What you will do |
Your task is to tally the lines of the listing containing the word "linejoin" and report the figure alone.

━━━ Information shown

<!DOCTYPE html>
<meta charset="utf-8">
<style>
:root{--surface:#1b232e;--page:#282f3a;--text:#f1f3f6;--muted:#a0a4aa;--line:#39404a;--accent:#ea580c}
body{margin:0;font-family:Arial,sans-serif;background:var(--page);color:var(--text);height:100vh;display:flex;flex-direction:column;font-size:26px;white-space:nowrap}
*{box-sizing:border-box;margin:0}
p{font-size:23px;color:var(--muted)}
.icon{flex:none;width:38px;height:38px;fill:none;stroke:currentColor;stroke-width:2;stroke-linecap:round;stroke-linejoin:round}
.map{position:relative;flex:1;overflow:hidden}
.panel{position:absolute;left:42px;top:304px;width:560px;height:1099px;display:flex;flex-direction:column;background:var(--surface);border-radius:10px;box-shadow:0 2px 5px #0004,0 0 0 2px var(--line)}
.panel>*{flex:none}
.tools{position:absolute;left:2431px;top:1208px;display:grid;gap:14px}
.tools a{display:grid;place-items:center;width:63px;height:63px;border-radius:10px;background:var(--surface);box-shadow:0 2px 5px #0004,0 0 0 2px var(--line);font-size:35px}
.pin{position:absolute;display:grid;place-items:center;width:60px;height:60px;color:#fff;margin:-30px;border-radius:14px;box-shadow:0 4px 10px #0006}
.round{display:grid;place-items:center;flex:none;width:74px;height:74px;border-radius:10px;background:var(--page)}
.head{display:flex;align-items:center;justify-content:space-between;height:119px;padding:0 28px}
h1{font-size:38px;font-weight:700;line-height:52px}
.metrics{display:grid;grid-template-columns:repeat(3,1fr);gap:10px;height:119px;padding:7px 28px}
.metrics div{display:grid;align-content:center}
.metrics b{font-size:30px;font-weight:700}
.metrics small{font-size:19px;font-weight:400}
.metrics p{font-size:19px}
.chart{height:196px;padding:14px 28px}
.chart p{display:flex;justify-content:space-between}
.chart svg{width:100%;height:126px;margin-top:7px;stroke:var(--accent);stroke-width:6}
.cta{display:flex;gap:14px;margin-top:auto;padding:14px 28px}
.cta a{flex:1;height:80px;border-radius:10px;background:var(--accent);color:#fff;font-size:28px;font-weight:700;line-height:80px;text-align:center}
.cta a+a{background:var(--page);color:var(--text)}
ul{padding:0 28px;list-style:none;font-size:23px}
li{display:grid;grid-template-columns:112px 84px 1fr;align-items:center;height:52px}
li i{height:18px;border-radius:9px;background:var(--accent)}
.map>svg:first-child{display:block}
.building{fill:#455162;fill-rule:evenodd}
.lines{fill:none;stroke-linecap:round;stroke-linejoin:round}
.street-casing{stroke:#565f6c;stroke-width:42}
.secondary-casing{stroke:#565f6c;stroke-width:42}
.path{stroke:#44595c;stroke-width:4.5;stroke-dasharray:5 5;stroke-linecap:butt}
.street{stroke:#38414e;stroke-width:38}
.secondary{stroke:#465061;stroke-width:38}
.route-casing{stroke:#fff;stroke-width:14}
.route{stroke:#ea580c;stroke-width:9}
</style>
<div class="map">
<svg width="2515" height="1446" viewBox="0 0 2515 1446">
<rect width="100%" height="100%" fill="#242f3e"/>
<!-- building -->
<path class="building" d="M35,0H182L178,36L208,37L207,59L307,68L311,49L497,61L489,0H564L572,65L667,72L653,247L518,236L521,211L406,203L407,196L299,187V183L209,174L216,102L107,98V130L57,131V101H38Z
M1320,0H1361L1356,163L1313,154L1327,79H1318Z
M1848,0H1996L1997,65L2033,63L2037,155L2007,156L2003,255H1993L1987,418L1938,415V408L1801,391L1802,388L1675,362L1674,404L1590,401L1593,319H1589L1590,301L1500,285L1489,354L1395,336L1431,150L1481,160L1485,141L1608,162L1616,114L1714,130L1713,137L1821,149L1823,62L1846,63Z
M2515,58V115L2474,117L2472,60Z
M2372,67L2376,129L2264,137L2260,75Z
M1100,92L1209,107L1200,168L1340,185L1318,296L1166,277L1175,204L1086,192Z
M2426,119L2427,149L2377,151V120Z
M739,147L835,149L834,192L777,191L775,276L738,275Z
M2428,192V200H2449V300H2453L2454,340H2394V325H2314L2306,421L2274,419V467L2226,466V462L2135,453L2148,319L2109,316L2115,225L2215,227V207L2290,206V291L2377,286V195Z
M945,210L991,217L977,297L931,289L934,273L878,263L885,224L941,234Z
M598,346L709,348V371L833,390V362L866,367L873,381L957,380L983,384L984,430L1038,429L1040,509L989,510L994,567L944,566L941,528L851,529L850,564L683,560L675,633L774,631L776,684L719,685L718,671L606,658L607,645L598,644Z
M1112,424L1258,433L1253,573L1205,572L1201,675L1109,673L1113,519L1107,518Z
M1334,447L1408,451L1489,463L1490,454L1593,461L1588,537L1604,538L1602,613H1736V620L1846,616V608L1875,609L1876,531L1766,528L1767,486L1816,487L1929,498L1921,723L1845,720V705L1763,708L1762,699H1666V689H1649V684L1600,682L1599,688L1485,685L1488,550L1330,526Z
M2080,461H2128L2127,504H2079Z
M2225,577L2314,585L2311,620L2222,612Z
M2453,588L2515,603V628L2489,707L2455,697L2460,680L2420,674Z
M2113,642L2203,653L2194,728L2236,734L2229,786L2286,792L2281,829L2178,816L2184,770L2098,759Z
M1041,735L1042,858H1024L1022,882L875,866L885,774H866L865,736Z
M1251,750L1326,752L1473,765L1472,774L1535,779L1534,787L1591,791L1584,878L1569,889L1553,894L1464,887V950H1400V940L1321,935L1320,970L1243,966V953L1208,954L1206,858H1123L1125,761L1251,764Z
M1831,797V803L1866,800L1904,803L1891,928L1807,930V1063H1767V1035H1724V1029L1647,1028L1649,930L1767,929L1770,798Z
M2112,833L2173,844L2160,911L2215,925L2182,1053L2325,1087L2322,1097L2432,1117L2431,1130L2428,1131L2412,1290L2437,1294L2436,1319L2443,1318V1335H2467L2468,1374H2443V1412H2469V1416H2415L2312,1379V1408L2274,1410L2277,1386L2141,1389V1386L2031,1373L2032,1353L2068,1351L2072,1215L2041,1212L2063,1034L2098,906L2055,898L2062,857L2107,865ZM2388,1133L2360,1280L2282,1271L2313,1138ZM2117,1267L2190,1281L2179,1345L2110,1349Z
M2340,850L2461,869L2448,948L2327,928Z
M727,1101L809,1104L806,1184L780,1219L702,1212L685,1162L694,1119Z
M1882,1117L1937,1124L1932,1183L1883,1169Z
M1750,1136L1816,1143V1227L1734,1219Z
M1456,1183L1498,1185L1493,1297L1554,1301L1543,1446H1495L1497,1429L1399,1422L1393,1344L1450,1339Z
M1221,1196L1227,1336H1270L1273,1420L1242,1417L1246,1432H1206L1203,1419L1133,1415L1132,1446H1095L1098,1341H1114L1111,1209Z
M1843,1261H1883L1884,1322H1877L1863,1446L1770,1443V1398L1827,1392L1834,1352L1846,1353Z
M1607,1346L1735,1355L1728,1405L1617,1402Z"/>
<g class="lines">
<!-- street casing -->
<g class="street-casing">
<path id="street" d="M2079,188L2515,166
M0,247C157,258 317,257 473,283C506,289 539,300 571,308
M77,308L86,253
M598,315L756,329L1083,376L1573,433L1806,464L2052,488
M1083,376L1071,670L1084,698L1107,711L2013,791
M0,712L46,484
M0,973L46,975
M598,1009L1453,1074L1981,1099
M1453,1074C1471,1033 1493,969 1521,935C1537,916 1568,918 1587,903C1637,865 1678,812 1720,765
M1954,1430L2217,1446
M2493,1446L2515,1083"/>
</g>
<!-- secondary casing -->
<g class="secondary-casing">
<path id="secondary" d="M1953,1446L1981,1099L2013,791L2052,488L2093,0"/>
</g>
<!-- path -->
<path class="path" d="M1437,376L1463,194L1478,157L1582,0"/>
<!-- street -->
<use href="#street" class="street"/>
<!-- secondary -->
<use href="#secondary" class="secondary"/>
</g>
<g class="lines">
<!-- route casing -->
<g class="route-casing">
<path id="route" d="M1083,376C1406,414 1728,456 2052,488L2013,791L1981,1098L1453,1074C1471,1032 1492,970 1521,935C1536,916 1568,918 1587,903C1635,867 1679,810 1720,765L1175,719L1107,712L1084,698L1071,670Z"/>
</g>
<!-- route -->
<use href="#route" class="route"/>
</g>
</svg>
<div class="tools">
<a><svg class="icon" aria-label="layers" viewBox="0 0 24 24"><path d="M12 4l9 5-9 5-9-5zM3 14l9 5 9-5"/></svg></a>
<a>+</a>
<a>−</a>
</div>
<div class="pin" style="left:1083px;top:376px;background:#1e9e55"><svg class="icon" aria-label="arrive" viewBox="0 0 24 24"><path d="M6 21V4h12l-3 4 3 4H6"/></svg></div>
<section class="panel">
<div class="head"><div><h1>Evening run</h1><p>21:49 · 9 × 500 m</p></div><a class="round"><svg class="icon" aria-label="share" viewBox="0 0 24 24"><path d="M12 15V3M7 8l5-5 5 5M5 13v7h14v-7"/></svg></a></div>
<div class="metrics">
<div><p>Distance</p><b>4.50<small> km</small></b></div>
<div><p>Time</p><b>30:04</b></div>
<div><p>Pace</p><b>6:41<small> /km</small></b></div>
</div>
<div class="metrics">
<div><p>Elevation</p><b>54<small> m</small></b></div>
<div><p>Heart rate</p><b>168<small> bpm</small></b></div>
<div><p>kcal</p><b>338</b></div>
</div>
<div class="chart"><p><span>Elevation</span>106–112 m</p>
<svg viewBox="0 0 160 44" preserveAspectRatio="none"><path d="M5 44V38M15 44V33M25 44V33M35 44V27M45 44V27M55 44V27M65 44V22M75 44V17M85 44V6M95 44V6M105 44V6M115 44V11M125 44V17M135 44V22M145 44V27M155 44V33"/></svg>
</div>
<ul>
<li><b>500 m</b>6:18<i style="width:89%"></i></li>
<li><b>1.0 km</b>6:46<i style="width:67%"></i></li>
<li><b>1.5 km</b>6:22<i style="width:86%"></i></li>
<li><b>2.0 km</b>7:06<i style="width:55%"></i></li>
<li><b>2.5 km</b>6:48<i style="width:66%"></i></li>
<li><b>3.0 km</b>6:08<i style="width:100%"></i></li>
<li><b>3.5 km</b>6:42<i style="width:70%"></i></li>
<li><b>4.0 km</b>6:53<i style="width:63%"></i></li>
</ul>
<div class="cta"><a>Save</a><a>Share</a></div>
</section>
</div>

━━━━━━

Exercise solution |
2